Banff is a resort town in the province of Alberta, located within Banff National Park. The peaks of Mt. Rundle and Mt. Cascade, part of the Rocky Mountains, dominate its skyline. On Banff Avenue, the main thoroughfare, boutiques and restaurants mix with château-style hotels and souvenir shops. The surrounding 6,500 square kilometres of parkland are home to wildlife including elk and grizzly bears.
The town of Banff
Located in the south end of Banff National Park, this little town, surrounded by mountains, is a main tourist destination in Alberta. It is devoted to the tourism industry with all kinds of accommodation options, interesting shops, and restaurants that range from casual to high end. In the summer, the streets are packed with tourists from all over the world who come to see the Canadian Rockies, and in winter, the town maintains its lively atmosphere as skiers descend on Banff to enjoy the nearby slopes.
Located about an hour’s drive north of town, Moraine Lake is the visual highlight of any Banff trip and labeled a must-see bucket list item by many recent visitors. Nestled in the Valley of the Ten Peaks, the lake mirrors the snowcapped peaks and is surrounded by backcountry hiking trails. The easiest trail is the flat Moraine Lakeshore path, which starts near Moraine Lake Lodge and takes about 45 minutes to complete (round-trip). As you walk along the lakeshore, you’ll spot stunning views of Mount Fay and the Fay Glacier.

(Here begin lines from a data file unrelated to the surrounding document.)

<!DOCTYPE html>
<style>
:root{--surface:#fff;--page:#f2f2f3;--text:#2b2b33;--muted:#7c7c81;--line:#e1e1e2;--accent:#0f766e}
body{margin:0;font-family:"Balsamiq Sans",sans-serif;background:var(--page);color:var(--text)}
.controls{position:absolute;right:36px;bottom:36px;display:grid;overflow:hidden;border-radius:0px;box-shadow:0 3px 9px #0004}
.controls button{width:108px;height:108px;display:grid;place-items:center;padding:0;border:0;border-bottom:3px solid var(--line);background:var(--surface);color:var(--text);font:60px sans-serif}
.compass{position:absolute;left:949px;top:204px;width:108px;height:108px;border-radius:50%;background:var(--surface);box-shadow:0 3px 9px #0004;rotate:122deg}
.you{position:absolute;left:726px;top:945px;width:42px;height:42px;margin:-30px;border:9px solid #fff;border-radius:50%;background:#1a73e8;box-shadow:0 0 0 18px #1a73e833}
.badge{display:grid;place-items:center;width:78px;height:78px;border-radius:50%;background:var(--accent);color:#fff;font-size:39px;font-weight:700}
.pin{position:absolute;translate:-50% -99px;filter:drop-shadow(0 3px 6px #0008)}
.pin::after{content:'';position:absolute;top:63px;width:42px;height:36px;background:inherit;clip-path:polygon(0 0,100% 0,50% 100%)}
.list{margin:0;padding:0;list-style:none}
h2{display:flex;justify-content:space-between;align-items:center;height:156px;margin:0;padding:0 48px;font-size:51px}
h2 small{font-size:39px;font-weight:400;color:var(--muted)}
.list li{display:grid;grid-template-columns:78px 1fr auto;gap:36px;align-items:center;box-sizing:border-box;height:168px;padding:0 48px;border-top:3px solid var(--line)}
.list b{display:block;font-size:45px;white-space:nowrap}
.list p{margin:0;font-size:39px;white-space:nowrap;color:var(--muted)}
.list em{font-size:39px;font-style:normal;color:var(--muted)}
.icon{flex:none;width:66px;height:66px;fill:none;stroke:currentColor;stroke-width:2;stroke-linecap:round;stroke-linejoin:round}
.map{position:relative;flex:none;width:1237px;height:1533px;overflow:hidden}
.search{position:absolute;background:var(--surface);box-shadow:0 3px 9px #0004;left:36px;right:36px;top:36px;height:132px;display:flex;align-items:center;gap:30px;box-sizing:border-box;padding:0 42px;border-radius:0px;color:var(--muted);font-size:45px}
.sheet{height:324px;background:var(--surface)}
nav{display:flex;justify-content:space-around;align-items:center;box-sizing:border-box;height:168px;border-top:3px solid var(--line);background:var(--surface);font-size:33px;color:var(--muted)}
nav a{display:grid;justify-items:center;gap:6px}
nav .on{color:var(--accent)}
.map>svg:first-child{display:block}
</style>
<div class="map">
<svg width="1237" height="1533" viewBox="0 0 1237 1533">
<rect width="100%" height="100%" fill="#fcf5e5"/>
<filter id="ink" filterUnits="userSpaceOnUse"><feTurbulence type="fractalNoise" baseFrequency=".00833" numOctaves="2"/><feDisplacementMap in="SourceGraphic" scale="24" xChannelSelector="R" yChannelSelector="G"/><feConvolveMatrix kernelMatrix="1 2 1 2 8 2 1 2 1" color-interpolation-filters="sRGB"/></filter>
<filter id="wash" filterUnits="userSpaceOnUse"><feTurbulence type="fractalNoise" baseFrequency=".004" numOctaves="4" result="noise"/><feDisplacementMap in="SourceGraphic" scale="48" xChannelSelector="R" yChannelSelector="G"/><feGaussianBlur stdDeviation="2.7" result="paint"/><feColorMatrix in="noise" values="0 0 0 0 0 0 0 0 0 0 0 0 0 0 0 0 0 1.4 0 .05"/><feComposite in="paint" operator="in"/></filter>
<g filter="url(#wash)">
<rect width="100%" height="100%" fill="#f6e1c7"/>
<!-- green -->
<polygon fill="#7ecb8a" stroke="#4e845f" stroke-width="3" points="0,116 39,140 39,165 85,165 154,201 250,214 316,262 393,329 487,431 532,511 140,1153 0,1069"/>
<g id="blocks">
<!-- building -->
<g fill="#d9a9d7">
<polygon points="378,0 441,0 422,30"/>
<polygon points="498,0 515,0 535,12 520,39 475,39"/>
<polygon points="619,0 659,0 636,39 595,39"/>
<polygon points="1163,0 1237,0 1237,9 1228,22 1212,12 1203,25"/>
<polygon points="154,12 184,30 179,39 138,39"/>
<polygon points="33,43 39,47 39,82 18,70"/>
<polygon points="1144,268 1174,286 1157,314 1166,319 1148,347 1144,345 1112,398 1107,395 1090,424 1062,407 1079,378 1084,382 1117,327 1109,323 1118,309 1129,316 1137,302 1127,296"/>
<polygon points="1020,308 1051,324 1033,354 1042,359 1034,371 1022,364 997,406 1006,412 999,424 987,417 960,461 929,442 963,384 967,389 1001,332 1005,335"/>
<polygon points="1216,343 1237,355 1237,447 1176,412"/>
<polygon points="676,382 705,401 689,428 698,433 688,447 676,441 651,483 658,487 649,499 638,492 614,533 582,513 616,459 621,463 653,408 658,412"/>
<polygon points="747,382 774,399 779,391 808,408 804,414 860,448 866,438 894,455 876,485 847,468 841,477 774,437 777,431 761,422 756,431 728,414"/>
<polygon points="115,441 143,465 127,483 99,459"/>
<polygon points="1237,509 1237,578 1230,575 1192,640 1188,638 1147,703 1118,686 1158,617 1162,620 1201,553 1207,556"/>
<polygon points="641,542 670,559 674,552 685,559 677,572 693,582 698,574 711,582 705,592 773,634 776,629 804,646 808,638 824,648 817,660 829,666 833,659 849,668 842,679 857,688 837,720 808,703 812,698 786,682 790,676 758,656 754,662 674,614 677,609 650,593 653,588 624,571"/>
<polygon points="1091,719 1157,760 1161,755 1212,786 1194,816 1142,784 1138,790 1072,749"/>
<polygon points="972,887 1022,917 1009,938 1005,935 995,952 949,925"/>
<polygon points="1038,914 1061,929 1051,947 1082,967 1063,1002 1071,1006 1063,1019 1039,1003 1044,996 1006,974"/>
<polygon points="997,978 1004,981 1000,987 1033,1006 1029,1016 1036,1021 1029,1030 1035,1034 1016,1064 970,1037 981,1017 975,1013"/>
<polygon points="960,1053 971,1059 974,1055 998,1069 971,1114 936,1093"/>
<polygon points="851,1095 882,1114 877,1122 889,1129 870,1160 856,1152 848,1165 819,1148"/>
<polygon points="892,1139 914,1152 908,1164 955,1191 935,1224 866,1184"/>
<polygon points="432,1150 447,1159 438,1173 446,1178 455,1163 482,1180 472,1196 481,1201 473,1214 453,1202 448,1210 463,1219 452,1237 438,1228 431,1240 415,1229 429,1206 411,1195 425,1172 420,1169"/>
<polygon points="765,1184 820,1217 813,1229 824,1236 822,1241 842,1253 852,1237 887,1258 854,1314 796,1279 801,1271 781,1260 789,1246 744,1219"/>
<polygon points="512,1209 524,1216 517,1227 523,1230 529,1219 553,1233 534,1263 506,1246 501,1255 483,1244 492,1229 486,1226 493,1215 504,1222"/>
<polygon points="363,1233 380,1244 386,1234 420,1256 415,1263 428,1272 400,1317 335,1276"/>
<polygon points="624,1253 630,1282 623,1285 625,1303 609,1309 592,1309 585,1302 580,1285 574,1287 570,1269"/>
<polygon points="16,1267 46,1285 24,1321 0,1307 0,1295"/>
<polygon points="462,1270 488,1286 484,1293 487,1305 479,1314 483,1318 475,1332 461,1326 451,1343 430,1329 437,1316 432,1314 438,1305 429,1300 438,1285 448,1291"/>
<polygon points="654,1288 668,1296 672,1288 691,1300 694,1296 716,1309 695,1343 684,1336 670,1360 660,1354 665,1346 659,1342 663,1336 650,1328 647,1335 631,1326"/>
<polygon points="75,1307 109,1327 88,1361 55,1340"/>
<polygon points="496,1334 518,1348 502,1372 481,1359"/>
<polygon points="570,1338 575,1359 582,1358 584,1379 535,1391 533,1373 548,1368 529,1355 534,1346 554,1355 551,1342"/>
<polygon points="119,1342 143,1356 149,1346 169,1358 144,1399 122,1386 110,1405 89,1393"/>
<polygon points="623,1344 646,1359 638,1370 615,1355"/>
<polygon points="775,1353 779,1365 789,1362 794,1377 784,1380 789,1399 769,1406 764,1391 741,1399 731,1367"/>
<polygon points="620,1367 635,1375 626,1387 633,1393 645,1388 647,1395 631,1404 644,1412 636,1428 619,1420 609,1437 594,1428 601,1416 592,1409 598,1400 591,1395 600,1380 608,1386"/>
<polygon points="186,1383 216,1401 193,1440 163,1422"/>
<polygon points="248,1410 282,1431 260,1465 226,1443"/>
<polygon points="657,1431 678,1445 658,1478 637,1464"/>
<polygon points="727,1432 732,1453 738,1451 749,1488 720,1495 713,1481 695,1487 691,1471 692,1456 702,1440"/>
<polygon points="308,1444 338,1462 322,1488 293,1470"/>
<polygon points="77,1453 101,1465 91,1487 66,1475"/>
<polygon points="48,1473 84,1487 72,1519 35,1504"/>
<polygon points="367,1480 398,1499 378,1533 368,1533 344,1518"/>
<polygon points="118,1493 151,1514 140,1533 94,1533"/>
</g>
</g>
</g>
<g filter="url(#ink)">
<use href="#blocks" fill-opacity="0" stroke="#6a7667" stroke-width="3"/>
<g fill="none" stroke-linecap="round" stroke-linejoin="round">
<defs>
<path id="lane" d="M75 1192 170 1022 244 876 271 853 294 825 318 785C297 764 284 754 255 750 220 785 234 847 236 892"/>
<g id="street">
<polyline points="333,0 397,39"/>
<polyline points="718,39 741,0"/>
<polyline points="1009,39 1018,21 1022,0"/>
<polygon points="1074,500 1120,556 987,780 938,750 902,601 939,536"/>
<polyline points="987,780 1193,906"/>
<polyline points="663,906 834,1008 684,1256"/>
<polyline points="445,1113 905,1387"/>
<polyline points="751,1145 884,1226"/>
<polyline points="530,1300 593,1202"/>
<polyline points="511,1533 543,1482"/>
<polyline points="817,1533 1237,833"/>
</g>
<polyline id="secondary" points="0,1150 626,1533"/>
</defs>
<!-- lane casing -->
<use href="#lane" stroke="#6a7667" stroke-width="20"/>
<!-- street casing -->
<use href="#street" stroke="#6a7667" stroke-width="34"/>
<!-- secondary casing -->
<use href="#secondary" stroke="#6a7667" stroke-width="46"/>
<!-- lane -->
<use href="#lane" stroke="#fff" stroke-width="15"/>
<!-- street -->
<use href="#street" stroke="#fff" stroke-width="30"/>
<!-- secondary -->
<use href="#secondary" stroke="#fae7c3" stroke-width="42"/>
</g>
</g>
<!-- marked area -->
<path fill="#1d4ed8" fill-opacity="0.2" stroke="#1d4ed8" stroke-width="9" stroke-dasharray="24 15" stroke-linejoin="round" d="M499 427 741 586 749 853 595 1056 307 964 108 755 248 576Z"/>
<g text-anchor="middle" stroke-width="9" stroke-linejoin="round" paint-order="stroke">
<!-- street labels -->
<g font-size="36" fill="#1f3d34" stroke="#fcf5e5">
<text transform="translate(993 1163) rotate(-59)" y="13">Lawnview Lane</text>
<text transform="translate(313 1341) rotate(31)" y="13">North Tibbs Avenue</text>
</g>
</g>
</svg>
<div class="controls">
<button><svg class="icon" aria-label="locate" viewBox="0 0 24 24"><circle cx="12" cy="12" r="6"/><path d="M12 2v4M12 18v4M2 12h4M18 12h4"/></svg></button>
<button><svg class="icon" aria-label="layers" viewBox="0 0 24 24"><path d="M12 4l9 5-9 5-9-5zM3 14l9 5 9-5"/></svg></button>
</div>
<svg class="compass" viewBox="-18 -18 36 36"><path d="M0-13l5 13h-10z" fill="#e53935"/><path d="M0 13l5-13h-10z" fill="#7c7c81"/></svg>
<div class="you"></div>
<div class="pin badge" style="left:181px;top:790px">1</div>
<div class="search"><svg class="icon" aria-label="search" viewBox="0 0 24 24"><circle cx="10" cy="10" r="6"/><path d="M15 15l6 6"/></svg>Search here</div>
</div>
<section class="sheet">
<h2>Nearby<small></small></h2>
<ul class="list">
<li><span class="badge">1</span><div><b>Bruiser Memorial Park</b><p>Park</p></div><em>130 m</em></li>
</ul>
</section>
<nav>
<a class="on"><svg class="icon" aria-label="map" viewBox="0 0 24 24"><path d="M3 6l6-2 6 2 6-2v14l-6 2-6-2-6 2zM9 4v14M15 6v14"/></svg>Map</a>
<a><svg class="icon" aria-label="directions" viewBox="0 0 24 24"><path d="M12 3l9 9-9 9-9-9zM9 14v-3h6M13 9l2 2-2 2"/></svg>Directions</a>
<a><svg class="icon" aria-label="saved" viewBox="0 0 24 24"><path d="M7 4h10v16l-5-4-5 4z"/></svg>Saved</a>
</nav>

For fabulous views of the town of Banff and the entire valley, visitors can take the Sulphur Mountain Gondola up Sulphur Mountain. This is one of the most popular things to do in summer. The parking area is just four kilometers outside Banff. On a clear day, there is a splendid view from the three terrace decks and the mountain-top restaurant. At the top are a number of walking options, including the Banff Skywalk (Vista Trail), an easy one-kilometer trail that leads to the Cosmic Ray Station National Historic Site of Canada and the Sanson’s Peak Meteorological Station.
Banff Upper Hot Springs
These springs, which were first discovered by Canada’s First Nations people prior to the 1880s, were regarded as sacred waters that could cure illness and maintain health. Now, the springs are a popular tourist attraction thanks to their serene atmosphere and stunning alpine views. The facility, which is akin to Budapest’s thermal baths, features all of the modern amenities you would expect from a public swimming pool (such as railings, ladders, lockers, changing areas, a cafe and a gift shop.